One interesting but less common benefit is a divorce benefit for employees who may be facing this particular life challenge.

This could include paid time off, flexible-working arrangements meetings and court hearings, or emotional and mental-health support, according to a BBC article.

Major employers offer divorce benefits

For example, major UK employers including Metro Bank, NatWest, PwC, Tesco, Unilever, and Vodafone have partnered with the Positive Parenting Alliance to promote more family-friendly policies for employees undergoing divorce.

In the US, publishing company Hearst rolled out a divorce-benefits programme for its 12,000 employees through a partnership with SupportPay, a child-support management and payment platform for co-parents, in September 2022, says the BBC.

The benefits include free therapy sessions and legal assistance, according to the company. The programme aims to address the negative repercussions of separation that affect “how [employees] feel, how they do their jobs and their overall wellbeing”, says Maria Walsh, Hearst’s SVP and head of benefits.

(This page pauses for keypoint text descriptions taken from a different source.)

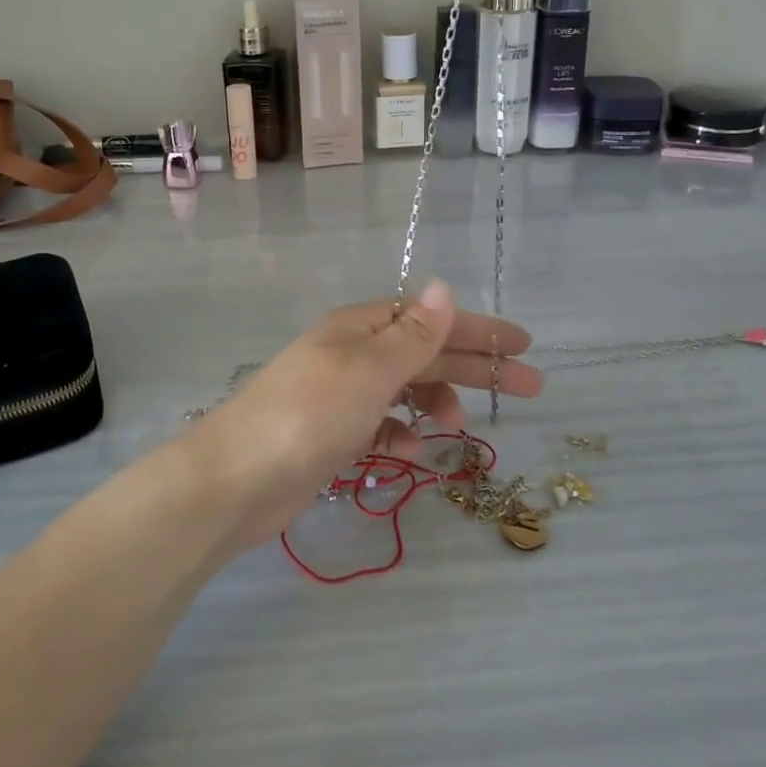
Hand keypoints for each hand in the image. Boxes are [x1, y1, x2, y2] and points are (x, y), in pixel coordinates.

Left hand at [191, 281, 542, 548]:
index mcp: (359, 328)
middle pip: (425, 353)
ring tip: (458, 425)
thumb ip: (412, 335)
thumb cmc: (307, 415)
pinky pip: (380, 425)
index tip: (523, 344)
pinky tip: (414, 448)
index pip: (429, 319)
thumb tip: (444, 286)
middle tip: (530, 386)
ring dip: (436, 401)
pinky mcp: (331, 435)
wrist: (235, 480)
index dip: (477, 329)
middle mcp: (351, 355)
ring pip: (404, 390)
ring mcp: (339, 395)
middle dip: (475, 367)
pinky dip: (401, 432)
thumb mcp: (368, 370)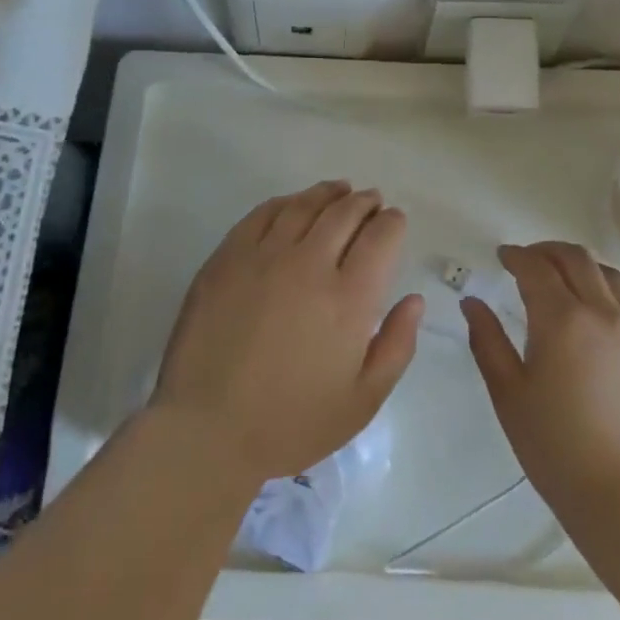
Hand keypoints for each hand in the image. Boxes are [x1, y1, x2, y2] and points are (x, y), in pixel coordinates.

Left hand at [151, 181, 424, 483]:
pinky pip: (262, 214)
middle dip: (364, 202)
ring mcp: (264, 256)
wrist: (206, 429)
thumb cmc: (291, 423)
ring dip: (328, 193)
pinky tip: (292, 204)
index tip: (394, 221)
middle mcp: (309, 265)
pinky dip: (285, 202)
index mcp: (349, 299)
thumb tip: (413, 300)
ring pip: (304, 206)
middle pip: (344, 213)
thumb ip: (396, 346)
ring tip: (339, 190)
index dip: (392, 223)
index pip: (380, 237)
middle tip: (371, 200)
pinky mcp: (227, 257)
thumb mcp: (362, 401)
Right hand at [463, 242, 619, 516]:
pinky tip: (598, 329)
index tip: (503, 257)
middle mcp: (606, 314)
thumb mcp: (508, 393)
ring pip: (613, 278)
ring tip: (567, 284)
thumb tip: (472, 303)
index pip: (536, 267)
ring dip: (584, 270)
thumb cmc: (555, 447)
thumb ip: (487, 340)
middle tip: (530, 261)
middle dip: (549, 251)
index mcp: (563, 319)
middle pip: (578, 259)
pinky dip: (610, 302)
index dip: (516, 255)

Impact of divorce on workers

Aside from personal repercussions, individuals are also seeing the impact of divorce on their work. A study in 2022 found that almost 44% of individuals undergoing divorce agreed that it negatively impacted their job, career, or work.

"Our quantitative findings illustrate that divorcing individuals reported more negative mood at work and lower self-evaluated health than individuals married/cohabiting and never divorced, those divorced within five years, and those divorced over five years," the study said.

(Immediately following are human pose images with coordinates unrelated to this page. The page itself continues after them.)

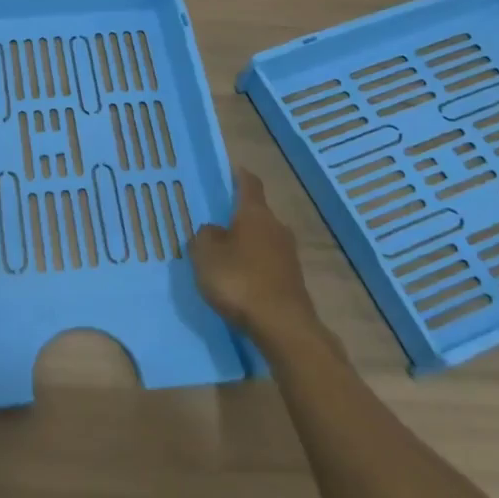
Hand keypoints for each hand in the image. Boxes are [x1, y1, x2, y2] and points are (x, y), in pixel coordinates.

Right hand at [190, 168, 325, 348]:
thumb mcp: (206, 255)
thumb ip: (204, 236)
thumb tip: (214, 230)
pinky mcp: (293, 280)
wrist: (283, 326)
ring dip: (247, 243)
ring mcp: (289, 255)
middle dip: (239, 216)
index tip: (231, 171)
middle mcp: (276, 227)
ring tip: (226, 254)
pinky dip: (255, 265)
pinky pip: (269, 263)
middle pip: (257, 213)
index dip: (239, 176)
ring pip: (264, 239)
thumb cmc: (239, 280)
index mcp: (255, 214)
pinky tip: (241, 280)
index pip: (249, 184)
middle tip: (217, 223)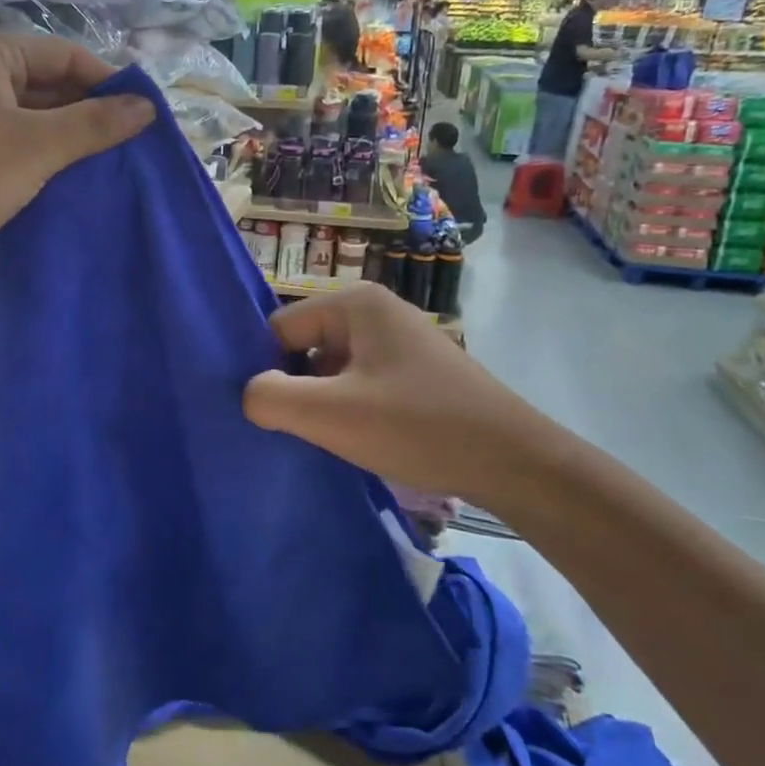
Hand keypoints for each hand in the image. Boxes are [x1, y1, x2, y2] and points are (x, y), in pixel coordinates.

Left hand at [0, 34, 153, 259]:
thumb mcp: (38, 146)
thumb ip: (94, 124)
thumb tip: (147, 108)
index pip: (63, 54)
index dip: (106, 81)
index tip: (141, 115)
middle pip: (45, 85)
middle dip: (86, 114)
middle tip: (129, 144)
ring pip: (27, 118)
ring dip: (64, 140)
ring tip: (106, 165)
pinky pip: (8, 144)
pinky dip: (37, 158)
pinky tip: (66, 182)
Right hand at [242, 284, 557, 510]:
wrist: (515, 462)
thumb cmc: (418, 427)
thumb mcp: (331, 415)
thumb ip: (270, 398)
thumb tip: (248, 394)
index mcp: (355, 303)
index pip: (279, 329)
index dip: (269, 372)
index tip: (274, 415)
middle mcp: (376, 310)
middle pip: (305, 347)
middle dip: (298, 389)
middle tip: (303, 431)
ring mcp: (399, 341)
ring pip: (332, 370)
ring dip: (325, 405)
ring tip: (332, 441)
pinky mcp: (416, 372)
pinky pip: (362, 383)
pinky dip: (352, 410)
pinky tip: (361, 442)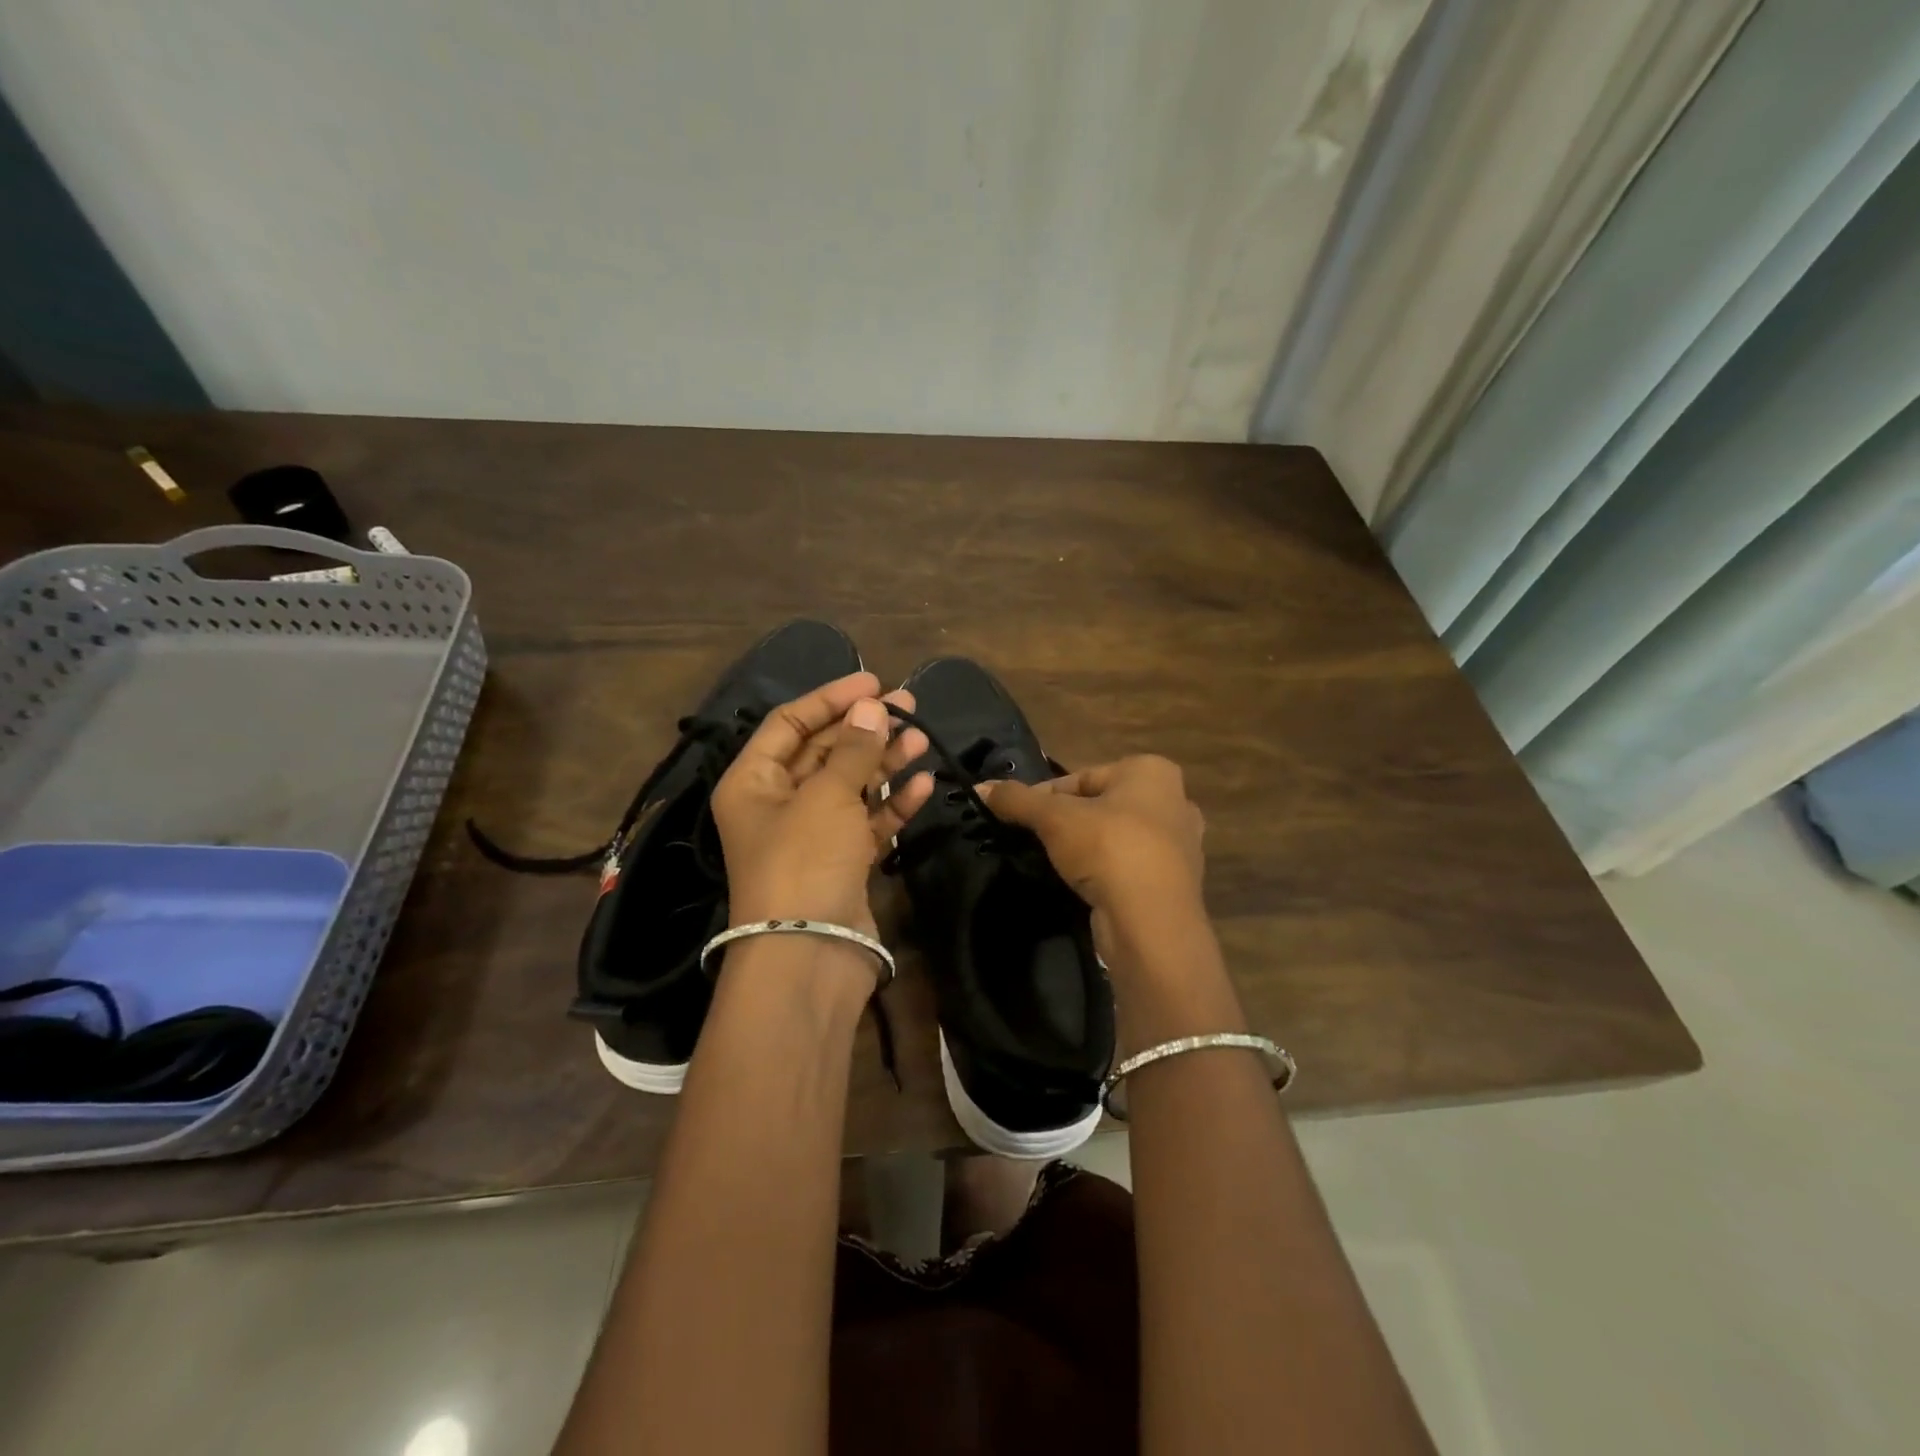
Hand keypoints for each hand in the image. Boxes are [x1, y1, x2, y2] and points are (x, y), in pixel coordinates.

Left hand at [710, 671, 931, 942]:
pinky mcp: (843, 862)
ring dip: (885, 762)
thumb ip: (853, 749)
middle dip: (865, 728)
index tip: (873, 681)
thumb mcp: (826, 796)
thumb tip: (873, 706)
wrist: (809, 956)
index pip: (789, 723)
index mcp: (753, 781)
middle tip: (908, 705)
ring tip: (922, 739)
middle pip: (824, 752)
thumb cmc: (804, 861)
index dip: (830, 698)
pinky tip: (923, 784)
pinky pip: (868, 821)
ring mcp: (812, 835)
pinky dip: (893, 803)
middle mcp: (778, 803)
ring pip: (852, 785)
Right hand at [983, 755, 1206, 947]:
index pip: (1081, 777)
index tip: (1018, 817)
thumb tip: (979, 787)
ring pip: (1116, 838)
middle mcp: (1174, 800)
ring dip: (1086, 850)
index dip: (1044, 797)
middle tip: (1036, 841)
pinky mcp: (1175, 883)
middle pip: (1099, 806)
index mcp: (1151, 771)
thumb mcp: (1053, 818)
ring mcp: (1181, 845)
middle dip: (1067, 822)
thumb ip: (1016, 799)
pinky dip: (1106, 874)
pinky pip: (1129, 868)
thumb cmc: (1107, 849)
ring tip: (1055, 866)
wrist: (1151, 923)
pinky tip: (1083, 887)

A survey from Good Housekeeping in partnership with SupportPay also found that employees undergoing divorce experience the following:

  • Lost productivity for more than one year (81%)
  • Increased absenteeism (73%)
  • Decrease in job performance (62%)
  • A decline in health and financial well-being (67%)

Improving retention through employee benefits

Supporting employees through divorce can help reduce attrition across organisations, according to Craig Jackson, a professor of occupational health Psychology at Birmingham City University.

"[Divorce benefits] will allow workers to keep their jobs while going through one of the most difficult experiences of their lives. This increases employee loyalty and all the benefits that go with it," Jackson told BBC.

This comes as benefits are pushed as another alternative for employers who can't offer higher financial compensation to employees amid a cost-of-living crisis.

"The number of single, divorced, and co-parents that are often overlooked in today's competitive benefits ecosystem still surprises me," said Sheri Atwood, founder and CEO of SupportPay, in a previous statement.

"By introducing an initiative that supports working parents, businesses are committing to a larger initiative that is making sure everyone is supported and thriving in today's workplace."